Stored data entries
╭──

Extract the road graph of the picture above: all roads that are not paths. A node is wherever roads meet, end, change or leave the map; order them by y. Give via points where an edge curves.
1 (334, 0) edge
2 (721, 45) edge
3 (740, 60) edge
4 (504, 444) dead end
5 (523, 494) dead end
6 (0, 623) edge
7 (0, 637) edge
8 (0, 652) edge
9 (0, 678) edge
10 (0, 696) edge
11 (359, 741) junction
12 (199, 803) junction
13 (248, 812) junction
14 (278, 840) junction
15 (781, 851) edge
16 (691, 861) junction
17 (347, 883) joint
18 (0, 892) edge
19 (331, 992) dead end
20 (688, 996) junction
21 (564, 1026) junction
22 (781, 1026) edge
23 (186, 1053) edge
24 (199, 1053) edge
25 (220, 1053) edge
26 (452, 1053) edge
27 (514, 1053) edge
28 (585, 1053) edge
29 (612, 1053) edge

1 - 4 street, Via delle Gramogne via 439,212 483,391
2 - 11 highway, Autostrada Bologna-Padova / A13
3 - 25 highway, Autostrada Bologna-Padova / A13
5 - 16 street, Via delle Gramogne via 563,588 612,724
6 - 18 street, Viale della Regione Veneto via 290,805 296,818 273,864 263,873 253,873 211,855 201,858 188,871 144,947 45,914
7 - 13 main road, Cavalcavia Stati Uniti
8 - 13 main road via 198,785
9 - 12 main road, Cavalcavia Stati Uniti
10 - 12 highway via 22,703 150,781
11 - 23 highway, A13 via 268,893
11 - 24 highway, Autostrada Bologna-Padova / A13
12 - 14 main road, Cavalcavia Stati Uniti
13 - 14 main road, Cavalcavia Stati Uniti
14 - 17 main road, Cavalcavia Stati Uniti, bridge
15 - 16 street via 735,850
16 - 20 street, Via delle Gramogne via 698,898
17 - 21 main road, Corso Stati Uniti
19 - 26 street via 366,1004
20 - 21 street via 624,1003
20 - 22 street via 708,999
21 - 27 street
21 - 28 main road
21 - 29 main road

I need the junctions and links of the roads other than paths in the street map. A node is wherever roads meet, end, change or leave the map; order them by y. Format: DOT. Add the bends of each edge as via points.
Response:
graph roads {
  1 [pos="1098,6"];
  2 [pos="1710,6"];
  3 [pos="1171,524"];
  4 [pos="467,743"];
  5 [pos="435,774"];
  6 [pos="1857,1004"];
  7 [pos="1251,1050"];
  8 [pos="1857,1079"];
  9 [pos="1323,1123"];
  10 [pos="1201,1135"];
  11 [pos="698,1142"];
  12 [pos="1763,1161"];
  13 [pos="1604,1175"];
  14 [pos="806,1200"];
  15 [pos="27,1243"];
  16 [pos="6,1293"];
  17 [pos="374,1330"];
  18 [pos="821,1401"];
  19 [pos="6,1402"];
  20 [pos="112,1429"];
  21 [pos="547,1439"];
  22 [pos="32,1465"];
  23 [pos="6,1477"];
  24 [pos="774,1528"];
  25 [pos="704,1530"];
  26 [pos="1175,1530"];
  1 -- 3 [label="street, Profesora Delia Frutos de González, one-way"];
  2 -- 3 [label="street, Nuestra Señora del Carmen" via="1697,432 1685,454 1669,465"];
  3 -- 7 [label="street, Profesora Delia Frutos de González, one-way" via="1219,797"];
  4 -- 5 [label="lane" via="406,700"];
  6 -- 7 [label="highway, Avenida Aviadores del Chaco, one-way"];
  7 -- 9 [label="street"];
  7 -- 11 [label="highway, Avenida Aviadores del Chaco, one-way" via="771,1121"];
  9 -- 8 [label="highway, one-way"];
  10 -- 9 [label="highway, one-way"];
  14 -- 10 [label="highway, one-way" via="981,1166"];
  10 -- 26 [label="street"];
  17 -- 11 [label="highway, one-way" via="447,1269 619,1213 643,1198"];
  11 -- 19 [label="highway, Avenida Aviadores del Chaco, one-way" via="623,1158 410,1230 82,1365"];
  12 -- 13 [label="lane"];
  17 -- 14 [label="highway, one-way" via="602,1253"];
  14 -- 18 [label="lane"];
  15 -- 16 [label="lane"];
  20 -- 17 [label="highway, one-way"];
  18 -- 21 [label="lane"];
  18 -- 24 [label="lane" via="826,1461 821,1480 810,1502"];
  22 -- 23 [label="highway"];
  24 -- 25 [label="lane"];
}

╰──

● How to complete this task
Please say how many lines in the records above contain the word "Stati". Give the number alone.

● Response below
6